- **Task to complete**: Whenever the word "paths" appears in a line of the data below, copy that line.

——————

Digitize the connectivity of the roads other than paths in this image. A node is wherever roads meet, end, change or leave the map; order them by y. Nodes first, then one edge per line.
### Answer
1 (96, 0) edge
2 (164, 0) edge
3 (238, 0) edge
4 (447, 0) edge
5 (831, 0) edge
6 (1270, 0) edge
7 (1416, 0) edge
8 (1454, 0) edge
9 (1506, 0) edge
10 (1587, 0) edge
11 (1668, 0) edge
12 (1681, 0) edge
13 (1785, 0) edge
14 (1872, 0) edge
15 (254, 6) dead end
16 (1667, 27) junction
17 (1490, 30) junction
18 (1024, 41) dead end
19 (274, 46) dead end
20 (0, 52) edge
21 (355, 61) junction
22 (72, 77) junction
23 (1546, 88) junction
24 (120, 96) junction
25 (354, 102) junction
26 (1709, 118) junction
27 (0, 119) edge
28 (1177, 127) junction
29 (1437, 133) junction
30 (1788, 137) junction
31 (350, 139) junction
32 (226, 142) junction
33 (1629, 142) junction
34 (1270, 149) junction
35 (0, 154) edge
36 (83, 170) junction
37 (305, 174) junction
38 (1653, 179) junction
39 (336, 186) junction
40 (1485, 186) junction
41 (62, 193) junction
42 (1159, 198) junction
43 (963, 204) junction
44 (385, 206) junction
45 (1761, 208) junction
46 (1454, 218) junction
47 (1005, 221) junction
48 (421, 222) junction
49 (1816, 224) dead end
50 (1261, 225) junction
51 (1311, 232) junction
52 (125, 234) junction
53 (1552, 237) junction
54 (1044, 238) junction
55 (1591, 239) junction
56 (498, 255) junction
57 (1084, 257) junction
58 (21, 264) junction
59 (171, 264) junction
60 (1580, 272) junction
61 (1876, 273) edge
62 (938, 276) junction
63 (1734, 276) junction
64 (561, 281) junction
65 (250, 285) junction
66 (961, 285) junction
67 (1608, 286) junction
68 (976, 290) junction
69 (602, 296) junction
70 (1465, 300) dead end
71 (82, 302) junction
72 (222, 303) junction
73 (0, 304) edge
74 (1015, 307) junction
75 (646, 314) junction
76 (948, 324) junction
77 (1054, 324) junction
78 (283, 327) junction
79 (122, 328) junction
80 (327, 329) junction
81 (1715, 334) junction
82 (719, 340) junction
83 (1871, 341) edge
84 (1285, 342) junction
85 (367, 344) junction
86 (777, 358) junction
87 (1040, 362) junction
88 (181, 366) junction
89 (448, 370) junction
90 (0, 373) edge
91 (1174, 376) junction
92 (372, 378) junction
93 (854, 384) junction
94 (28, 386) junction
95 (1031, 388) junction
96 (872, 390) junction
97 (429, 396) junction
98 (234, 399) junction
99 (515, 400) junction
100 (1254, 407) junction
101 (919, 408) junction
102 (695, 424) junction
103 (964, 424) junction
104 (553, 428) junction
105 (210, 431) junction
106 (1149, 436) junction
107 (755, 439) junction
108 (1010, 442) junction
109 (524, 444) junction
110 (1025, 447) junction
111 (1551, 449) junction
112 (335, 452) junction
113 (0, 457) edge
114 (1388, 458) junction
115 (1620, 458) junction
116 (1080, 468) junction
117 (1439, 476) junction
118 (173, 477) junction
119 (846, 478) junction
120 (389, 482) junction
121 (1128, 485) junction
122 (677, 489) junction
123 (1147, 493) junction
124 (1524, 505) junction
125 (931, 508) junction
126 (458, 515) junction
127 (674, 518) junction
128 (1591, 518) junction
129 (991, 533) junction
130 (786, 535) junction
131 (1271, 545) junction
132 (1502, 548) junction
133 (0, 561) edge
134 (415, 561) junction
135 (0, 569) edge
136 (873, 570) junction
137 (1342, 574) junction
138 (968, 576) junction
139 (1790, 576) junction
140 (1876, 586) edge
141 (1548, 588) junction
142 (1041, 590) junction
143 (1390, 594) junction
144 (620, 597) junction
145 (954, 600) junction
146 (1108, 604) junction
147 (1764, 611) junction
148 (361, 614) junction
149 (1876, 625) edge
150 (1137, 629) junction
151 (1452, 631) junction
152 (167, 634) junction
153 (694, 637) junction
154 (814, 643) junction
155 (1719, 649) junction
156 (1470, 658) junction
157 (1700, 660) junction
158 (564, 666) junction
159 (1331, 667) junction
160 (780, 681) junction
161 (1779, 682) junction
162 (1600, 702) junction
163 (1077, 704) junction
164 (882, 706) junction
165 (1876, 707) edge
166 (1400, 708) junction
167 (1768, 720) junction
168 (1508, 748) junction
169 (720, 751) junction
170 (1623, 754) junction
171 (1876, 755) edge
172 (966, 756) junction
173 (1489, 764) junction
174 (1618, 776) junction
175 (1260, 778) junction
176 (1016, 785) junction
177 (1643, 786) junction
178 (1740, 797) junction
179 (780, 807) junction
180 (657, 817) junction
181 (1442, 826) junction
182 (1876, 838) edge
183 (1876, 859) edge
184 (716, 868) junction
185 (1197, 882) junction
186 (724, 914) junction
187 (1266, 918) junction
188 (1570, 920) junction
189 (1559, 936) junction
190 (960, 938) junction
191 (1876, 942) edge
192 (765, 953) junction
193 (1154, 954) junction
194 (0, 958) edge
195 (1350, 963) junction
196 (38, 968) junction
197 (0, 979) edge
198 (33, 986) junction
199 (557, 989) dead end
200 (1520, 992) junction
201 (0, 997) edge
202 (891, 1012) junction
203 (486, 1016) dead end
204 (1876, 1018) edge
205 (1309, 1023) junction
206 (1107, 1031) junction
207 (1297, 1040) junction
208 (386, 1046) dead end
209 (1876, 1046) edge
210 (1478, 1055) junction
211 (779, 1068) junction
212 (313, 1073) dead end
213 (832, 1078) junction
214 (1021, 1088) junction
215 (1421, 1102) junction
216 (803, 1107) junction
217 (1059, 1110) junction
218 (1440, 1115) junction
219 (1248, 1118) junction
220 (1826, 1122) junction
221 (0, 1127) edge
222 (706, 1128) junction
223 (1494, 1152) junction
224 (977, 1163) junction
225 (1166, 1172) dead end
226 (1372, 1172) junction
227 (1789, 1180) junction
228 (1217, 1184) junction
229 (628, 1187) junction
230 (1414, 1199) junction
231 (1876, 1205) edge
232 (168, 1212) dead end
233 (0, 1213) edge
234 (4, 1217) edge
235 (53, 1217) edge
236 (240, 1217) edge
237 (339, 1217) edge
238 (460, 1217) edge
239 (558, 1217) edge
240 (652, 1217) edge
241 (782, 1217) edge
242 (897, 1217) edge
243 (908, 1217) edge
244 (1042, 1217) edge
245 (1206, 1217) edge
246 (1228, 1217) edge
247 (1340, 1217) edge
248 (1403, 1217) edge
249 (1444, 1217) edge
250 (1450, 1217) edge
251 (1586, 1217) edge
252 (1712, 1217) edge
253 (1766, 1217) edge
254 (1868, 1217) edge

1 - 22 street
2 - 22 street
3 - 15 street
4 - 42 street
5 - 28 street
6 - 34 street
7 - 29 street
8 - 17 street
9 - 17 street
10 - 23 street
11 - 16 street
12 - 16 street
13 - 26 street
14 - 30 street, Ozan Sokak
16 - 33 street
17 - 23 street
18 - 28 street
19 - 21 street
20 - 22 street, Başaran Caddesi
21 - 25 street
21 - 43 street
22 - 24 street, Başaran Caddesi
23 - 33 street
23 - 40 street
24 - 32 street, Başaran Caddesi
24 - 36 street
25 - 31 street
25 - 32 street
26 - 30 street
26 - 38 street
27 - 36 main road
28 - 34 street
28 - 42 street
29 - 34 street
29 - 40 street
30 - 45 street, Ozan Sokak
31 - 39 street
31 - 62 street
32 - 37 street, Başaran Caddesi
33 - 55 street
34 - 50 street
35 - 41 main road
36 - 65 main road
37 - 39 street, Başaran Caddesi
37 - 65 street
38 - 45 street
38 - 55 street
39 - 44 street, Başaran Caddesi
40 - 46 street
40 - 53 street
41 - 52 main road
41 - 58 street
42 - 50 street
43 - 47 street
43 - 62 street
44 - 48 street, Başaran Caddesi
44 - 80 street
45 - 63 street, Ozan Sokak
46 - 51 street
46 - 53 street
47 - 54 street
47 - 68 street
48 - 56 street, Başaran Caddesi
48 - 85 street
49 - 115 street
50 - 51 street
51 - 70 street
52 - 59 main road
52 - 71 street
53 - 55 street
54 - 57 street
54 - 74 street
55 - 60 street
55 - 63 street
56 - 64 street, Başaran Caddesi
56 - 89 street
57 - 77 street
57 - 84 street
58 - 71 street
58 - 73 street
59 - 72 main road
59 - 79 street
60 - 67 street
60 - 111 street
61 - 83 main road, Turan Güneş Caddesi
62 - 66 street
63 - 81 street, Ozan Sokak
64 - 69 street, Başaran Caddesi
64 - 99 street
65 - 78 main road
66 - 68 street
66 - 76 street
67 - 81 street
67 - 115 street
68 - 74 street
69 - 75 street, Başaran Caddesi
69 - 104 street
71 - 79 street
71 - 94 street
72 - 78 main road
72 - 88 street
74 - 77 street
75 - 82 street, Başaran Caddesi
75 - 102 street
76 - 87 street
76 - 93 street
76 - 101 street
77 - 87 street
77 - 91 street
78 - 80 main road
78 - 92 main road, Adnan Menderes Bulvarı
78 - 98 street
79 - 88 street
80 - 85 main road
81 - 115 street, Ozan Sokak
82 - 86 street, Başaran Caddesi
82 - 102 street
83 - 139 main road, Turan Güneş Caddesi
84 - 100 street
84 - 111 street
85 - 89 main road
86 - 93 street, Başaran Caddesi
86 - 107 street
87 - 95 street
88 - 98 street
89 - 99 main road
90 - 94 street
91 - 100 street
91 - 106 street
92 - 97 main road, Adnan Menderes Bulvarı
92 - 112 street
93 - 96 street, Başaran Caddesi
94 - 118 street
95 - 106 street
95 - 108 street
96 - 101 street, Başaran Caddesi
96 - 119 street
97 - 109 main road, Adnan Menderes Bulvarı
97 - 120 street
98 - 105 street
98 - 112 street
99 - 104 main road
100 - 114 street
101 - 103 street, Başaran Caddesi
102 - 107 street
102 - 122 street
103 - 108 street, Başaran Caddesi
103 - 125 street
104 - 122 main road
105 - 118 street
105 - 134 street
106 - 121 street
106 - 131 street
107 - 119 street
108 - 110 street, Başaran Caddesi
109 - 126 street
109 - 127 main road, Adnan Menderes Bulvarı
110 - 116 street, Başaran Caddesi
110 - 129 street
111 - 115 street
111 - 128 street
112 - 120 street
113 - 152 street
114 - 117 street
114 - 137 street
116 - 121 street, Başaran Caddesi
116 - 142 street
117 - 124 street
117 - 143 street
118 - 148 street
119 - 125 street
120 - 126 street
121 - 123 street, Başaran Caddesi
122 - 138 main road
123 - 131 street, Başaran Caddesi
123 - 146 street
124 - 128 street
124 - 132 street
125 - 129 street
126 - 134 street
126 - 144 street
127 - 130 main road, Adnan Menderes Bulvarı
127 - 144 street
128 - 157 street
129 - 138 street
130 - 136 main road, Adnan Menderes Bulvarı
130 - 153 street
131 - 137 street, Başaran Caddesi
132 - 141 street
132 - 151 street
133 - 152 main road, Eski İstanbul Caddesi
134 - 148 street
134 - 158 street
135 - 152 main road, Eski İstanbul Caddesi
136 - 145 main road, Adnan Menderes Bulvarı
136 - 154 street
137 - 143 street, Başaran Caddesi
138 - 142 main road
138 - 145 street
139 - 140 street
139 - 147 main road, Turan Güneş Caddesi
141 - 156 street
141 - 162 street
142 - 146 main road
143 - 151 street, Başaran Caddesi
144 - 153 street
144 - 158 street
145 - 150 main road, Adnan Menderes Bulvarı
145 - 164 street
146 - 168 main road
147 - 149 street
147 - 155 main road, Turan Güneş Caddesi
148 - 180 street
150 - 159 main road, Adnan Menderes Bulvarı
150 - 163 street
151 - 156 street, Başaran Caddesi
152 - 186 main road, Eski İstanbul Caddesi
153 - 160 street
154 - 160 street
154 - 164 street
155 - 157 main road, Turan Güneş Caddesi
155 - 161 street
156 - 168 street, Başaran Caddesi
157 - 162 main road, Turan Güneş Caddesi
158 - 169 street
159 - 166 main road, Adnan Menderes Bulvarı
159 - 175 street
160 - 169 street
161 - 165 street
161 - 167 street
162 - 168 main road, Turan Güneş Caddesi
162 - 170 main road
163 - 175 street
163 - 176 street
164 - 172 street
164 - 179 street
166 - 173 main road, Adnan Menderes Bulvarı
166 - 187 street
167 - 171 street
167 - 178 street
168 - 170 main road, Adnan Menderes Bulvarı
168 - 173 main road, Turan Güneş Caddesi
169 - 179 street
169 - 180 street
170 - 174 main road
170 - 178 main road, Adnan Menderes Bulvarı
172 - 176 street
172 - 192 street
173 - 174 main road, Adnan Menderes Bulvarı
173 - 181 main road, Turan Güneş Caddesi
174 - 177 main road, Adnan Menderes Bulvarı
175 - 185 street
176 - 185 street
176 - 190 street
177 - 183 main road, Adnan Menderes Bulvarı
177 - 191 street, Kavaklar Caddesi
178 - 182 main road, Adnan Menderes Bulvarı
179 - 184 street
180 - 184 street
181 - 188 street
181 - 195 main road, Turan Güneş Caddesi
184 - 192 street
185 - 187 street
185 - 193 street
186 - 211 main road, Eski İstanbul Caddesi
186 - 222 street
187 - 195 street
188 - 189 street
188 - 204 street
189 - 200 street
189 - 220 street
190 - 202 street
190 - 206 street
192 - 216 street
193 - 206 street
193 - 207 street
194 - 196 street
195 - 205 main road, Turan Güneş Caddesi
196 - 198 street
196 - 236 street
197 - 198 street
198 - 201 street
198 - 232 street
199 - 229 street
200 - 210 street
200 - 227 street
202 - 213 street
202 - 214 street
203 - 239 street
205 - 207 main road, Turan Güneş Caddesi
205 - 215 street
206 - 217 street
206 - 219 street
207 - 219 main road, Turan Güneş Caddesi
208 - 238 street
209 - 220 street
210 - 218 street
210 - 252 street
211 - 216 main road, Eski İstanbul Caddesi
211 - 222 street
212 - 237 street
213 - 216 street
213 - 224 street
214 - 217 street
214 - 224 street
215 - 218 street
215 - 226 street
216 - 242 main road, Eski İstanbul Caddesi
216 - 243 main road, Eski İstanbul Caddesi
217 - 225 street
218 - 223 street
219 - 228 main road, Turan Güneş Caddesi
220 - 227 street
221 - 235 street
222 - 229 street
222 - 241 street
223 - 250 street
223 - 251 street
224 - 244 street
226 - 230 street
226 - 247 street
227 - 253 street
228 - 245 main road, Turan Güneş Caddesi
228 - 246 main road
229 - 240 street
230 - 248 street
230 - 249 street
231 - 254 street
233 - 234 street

——————

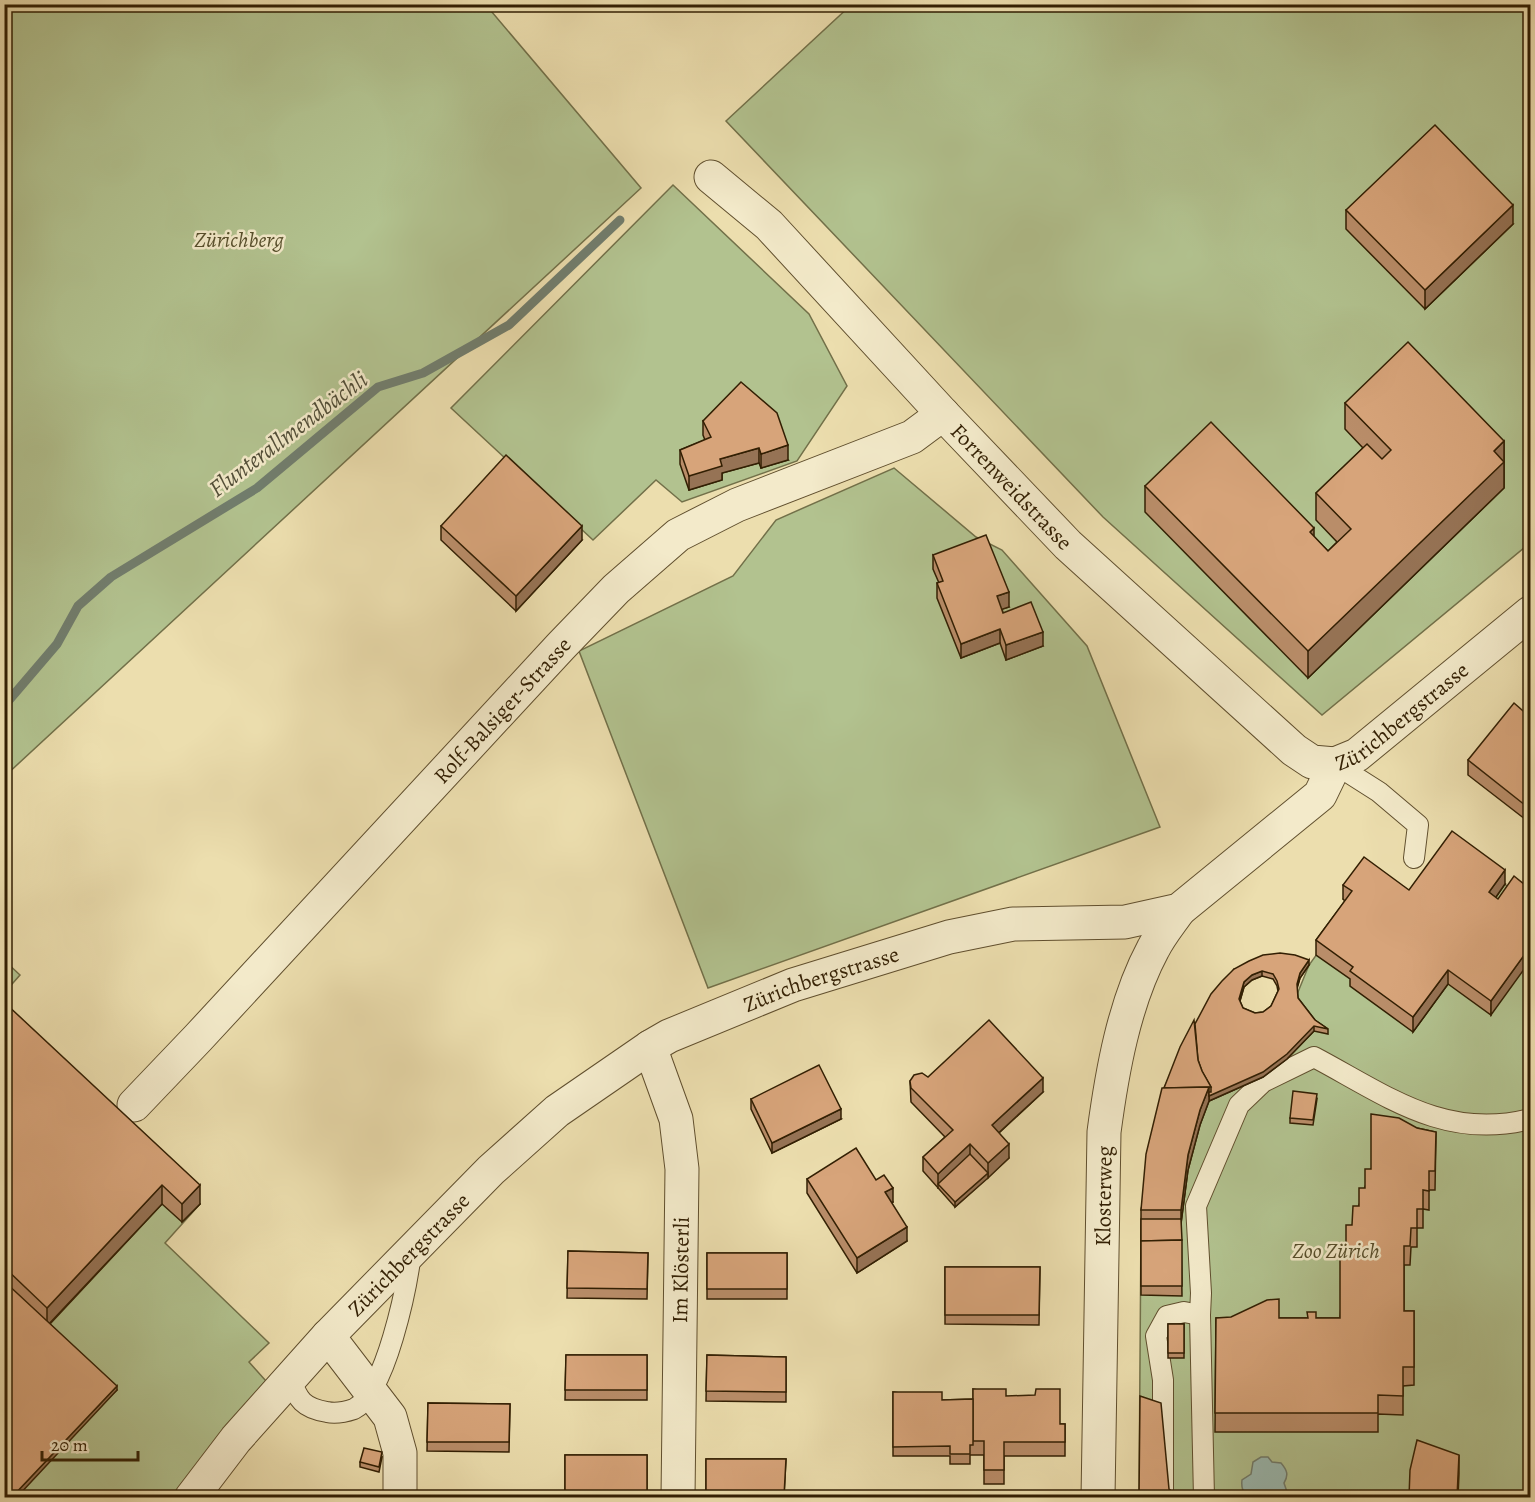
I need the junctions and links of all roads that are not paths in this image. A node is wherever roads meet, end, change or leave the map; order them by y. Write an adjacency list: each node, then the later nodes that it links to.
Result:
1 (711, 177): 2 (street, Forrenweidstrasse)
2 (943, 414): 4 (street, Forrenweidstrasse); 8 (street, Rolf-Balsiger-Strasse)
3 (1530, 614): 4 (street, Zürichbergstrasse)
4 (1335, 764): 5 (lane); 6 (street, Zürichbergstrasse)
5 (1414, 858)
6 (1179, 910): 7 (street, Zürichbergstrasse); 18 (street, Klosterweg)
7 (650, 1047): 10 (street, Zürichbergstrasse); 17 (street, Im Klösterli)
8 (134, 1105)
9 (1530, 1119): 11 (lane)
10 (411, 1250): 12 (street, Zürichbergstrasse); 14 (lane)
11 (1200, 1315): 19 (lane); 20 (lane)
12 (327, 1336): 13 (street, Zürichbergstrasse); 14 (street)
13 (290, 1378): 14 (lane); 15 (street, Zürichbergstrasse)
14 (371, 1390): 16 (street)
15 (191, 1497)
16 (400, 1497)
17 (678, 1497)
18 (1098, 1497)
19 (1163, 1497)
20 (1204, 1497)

——————

- **Answer below**:
Digitize the connectivity of the roads other than paths in this image. A node is wherever roads meet, end, change or leave the map; order them by y. Nodes first, then one edge per line.
I need the junctions and links of all roads that are not paths in this image. A node is wherever roads meet, end, change or leave the map; order them by y. Write an adjacency list: each node, then the later nodes that it links to.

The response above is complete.